Location Features
We incorporate all features in RAPIDS-Location, which includes location variance, location entropy, travel distance, etc.
In addition, we also added more features (duration of staying) for specific points of interest, including places for living, study, exercise, and relaxation. The following tables list out specific features.
Feature Name | Unit | Description |
hometime |
minutes | Time at home. Time spent at home in minutes. Home is the most visited significant location between 8 pm and 8 am, including any pauses within a 200-meter radius. |
disttravelled |
meters | Total distance traveled over a day (flights). |
rog |
meters | The Radius of Gyration (rog) is a measure in meters of the area covered by a person over a day.
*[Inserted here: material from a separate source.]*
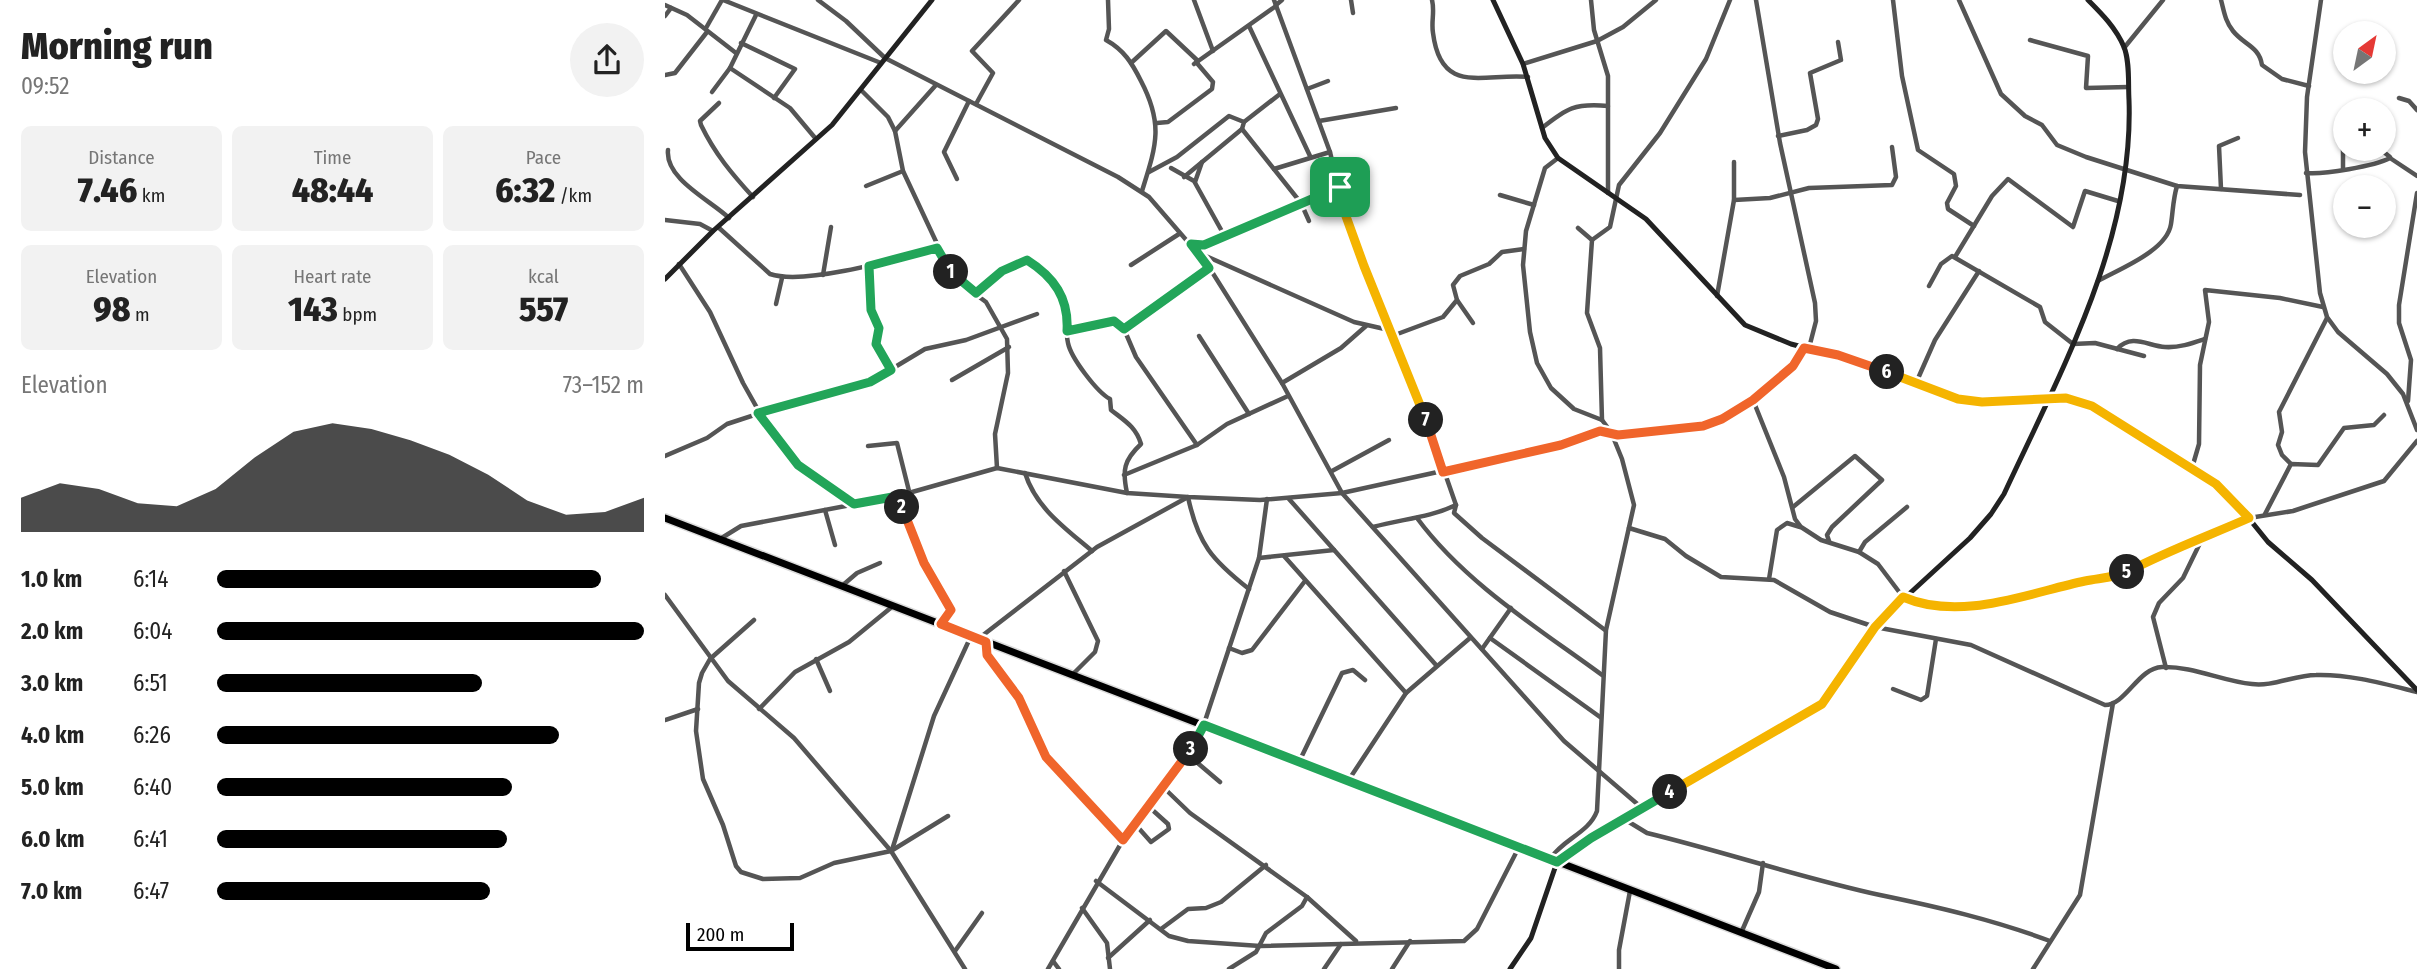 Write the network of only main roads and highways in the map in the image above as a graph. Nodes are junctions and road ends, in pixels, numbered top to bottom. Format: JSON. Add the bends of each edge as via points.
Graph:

A centroid is calculated for all the places (pauses) visited during a day, and a weighted distance between all the places and that centroid is computed. The weights are proportional to the time spent in each place. |
maxdiam |
meters | The maximum diameter is the largest distance between any two pauses. |
maxhomedist |
meters | The maximum distance from home in meters. |
siglocsvisited |
locations | The number of significant locations visited during the day. Significant locations are computed using k-means clustering over pauses found in the whole monitoring period. The number of clusters is found iterating k from 1 to 200 stopping until the centroids of two significant locations are within 400 meters of one another. |
avgflightlen |
meters | Mean length of all flights. |
stdflightlen |
meters | Standard deviation of the length of all flights. |
avgflightdur |
seconds | Mean duration of all flights. |
stdflightdur |
seconds | The standard deviation of the duration of all flights. |
probpause |
- | The fraction of a day spent in a pause (as opposed to a flight). |
siglocentropy |
nats | Shannon’s entropy measurement is based on the proportion of time spent at each significant location visited during a day. |
circdnrtn |
- | A continuous metric quantifying a person’s circadian routine that can take any value between 0 and 1, where 0 represents a daily routine completely different from any other sensed days and 1 a routine the same as every other sensed day. |
wkenddayrtn |
- | Same as circdnrtn but computed separately for weekends and weekdays. |
locationvariance |
meters2 | The sum of the variances of the latitude and longitude columns. |
loglocationvariance |
- | Log of the sum of the variances of the latitude and longitude columns. |
totaldistance |
meters | Total distance traveled in a time segment using the haversine formula. |
avgspeed |
km/hr | Average speed in a time segment considering only the instances labeled as Moving. This feature is 0 when the participant is stationary during a time segment. |
varspeed |
km/hr | Speed variance in a time segment considering only the instances labeled as Moving. This feature is 0 when the participant is stationary during a time segment. |
numberofsignificantplaces |
places | Number of significant locations visited. It is calculated using the DBSCAN/OPTICS clustering algorithm which takes in EPS and MIN_SAMPLES as parameters to identify clusters. Each cluster is a significant place. |
numberlocationtransitions |
transitions | Number of movements between any two clusters in a time segment. |
radiusgyration |
meters | Quantifies the area covered by a participant. |
timeattop1location |
minutes | Time spent at the most significant location. |
timeattop2location |
minutes | Time spent at the 2nd most significant location. |
timeattop3location |
minutes | Time spent at the 3rd most significant location. |
movingtostaticratio |
- | Ratio between stationary time and total location sensed time. A lat/long coordinate pair is labeled as stationary if its speed (distance/time) to the next coordinate pair is less than 1km/hr. A higher value represents a more stationary routine. |
outlierstimepercent |
- | Ratio between the time spent in non-significant clusters divided by the time spent in all clusters (stationary time. Only stationary samples are clustered). A higher value represents more time spent in non-significant clusters. |
maxlengthstayatclusters |
minutes | Maximum time spent in a cluster (significant location). |
minlengthstayatclusters |
minutes | Minimum time spent in a cluster (significant location). |
avglengthstayatclusters |
minutes | Average time spent in a cluster (significant location). |
stdlengthstayatclusters |
minutes | Standard deviation of time spent in a cluster (significant location). |
locationentropy |
nats | Shannon Entropy computed over the row count of each cluster (significant location), it is higher the more rows belong to a cluster (i.e., the more time a participant spent at a significant location). |
normalizedlocationentropy |
nats | Shannon Entropy computed over the row count of each cluster (significant location) divided by the number of clusters; it is higher the more rows belong to a cluster (i.e., the more time a participant spent at a significant location). |
timeathome |
minutes | Time spent at home. |
timeat[PLACE] |
minutes | Time spent at [PLACE] , which can be living, exercise, study, greens. |